Meanwhile, North Korean forces continued their southward advance, although the speed of their progress gradually slowed down. North Korean units faced logistical challenges, particularly as railroads became frequent targets of American air raids. Still, by August 1950, around 90 per cent of the Korean Peninsula's territory was controlled by the North Korean government. South Korean forces struggled to maintain control of a small area in the southeast around the city of Pusan, known as the Pusan Perimeter.

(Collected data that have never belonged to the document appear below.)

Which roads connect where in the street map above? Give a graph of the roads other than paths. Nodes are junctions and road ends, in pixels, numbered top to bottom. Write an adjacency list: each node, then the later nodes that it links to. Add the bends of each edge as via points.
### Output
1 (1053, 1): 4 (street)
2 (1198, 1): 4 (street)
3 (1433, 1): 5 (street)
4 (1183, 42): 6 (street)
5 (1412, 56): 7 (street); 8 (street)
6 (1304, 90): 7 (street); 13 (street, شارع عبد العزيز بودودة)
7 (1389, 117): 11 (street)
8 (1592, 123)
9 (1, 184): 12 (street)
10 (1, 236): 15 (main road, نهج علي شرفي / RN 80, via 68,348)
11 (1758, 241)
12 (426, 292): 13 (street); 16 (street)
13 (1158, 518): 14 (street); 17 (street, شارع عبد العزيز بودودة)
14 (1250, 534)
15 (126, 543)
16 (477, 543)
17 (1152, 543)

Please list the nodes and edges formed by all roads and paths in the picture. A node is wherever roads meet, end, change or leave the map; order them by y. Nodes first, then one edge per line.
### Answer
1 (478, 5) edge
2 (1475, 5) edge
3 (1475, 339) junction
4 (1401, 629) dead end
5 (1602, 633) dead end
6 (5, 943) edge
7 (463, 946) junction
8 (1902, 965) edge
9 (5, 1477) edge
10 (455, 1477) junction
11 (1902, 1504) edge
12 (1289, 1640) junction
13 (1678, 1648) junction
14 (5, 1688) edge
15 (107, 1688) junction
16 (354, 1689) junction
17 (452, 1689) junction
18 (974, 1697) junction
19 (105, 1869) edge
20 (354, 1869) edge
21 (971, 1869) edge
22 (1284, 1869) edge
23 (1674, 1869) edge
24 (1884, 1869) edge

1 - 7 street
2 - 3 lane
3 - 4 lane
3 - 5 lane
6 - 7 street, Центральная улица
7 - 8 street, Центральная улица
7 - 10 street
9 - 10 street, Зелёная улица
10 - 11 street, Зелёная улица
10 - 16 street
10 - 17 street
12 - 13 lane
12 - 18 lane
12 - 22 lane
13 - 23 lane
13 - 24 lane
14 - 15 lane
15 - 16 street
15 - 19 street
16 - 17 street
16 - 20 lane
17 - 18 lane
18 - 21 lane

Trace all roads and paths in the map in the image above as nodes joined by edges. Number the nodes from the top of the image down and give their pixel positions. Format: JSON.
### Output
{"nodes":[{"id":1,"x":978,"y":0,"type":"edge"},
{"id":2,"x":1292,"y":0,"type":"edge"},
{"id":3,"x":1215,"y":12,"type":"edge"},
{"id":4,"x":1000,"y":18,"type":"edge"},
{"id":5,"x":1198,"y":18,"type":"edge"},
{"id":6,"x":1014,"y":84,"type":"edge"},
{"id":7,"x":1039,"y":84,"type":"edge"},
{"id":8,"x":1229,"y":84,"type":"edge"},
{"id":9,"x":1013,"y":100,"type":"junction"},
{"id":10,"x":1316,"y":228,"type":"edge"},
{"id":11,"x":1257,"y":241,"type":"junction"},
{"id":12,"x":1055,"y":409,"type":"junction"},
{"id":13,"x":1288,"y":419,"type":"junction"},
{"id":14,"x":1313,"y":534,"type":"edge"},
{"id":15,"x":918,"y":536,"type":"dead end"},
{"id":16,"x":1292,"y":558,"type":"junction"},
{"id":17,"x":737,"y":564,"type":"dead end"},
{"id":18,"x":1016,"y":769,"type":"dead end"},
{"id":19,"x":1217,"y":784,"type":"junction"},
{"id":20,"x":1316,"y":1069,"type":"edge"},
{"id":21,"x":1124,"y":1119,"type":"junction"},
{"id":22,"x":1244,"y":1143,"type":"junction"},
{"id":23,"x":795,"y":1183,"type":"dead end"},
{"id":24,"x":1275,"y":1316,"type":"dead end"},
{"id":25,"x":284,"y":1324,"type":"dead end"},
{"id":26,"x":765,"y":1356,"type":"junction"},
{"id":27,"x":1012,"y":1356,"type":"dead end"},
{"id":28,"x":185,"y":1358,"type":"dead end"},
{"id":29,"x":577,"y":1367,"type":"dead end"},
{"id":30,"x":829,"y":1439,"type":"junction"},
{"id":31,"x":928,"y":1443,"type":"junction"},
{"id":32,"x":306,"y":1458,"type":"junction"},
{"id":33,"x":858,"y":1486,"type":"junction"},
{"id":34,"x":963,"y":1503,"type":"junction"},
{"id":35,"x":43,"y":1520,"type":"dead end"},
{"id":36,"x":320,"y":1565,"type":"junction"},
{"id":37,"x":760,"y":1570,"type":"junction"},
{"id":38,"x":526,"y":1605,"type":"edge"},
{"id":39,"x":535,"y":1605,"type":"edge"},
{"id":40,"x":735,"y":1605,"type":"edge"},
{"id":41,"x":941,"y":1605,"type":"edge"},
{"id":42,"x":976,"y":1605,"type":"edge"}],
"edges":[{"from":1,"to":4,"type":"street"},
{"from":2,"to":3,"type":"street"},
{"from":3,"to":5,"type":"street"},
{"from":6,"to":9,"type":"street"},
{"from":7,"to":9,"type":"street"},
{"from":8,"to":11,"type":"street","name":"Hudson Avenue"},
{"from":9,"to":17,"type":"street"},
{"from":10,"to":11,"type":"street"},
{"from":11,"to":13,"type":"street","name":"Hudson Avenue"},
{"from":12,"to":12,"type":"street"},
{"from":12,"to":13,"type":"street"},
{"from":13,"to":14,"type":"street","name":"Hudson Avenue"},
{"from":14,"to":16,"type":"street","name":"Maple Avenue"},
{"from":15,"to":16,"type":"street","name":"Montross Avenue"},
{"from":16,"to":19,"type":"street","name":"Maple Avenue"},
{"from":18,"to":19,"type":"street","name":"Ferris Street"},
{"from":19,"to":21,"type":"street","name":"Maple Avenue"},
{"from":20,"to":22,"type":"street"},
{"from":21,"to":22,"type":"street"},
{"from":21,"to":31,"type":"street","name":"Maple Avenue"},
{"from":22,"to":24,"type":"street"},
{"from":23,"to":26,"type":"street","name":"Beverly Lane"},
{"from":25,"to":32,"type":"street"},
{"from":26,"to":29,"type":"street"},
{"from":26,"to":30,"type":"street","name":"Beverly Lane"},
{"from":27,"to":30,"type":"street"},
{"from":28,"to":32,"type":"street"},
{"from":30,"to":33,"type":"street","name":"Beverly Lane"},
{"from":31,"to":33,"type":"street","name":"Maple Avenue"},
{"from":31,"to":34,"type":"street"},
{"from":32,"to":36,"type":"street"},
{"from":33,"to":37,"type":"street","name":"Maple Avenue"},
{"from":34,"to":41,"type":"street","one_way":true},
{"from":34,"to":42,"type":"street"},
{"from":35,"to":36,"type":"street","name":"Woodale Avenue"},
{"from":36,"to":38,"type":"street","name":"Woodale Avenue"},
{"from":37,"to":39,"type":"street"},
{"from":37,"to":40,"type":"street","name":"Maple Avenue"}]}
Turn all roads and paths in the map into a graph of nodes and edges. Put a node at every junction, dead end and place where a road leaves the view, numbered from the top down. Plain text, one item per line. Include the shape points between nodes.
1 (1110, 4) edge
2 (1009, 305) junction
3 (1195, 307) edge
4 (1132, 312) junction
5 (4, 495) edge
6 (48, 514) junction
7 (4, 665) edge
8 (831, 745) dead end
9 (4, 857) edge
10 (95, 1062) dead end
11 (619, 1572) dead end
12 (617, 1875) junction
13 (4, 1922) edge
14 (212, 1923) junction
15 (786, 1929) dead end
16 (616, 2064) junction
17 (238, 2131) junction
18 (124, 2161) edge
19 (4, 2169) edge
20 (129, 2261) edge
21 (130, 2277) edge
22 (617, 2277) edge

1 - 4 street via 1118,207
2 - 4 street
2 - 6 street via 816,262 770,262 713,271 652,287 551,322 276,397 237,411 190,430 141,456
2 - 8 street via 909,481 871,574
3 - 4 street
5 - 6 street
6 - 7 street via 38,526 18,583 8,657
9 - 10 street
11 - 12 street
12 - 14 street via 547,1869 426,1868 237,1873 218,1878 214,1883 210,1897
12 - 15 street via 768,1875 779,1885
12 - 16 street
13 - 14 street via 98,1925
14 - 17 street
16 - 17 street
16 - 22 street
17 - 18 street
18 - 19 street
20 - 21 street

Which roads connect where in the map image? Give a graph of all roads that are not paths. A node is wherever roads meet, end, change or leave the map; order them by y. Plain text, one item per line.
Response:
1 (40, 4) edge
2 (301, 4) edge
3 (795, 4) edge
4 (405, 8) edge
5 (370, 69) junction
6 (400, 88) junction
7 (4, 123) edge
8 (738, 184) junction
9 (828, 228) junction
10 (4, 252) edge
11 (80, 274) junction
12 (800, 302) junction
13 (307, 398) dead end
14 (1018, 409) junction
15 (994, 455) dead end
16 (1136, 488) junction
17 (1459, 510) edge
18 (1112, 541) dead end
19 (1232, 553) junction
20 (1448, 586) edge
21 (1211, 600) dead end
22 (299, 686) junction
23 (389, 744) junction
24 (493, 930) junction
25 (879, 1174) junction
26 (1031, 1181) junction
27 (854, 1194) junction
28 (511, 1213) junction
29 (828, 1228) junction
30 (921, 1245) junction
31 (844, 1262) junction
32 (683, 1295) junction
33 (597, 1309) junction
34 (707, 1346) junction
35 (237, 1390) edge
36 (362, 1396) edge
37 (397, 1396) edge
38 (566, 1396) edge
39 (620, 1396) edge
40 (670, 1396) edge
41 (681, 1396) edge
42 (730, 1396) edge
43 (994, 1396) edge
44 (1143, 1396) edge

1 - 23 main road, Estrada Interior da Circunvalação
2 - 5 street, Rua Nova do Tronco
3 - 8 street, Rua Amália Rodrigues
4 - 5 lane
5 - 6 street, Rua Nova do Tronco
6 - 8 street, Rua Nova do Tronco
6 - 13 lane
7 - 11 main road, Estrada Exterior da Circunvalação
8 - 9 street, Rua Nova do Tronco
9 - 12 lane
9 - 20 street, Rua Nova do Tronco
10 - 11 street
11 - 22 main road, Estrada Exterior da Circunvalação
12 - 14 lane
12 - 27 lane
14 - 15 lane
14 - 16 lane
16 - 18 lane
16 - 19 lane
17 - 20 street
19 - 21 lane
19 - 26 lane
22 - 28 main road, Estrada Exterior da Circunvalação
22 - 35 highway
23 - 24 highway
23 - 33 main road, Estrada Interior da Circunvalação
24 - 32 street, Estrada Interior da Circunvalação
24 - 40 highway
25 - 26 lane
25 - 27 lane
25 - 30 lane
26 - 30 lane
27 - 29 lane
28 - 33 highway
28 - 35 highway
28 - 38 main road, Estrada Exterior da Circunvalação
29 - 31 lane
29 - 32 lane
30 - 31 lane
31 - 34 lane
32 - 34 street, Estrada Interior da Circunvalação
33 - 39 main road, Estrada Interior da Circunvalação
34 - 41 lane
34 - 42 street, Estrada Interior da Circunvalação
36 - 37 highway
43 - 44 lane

On the Verge of the World War III

During this period, the United States actively prepared for a large-scale amphibious operation in Korea, comparable to the Normandy landings of 1944. The chosen landing site was the city of Incheon, the seaport near Seoul. The plan aimed to have American forces coming into the city swiftly seize Seoul and, with the reinforcement of South Korean units and other allied contingents, cut off the entire North Korean Army, which had advanced far to the south, from its rear bases in the North. However, it was impossible to keep the plans for the amphibious operation completely secret. Both Soviet and Chinese intelligence obtained information about the impending landing. Yet, amid intense bombings, primarily targeting railroad junctions and bridges, the North Korean leadership had no opportunity to redeploy troops to the area where the landing was expected.

North Korean аnti american poster during Korean war /Getty Images

North Korean аnti american poster during Korean war /Getty Images

The Incheon amphibious operation began on 16 September and unfolded as planned. As anticipated, by 28 September, American-South Korean forces (formally ‘UN forces’) had gained full control of Seoul. The majority of North Korean forces, engaged in battle in the south near Pusan, found themselves completely cut off. Over the ensuing weeks, the remaining North Korean units in the south, surrounded and trapped, were either annihilated or captured. Only a small portion of the encircled North Koreans managed to break through to the north.

Meanwhile, American-South Korean forces initiated a broad offensive toward the North. On 16 October, Pyongyang fell, and by November, in some areas, they had reached the border with China.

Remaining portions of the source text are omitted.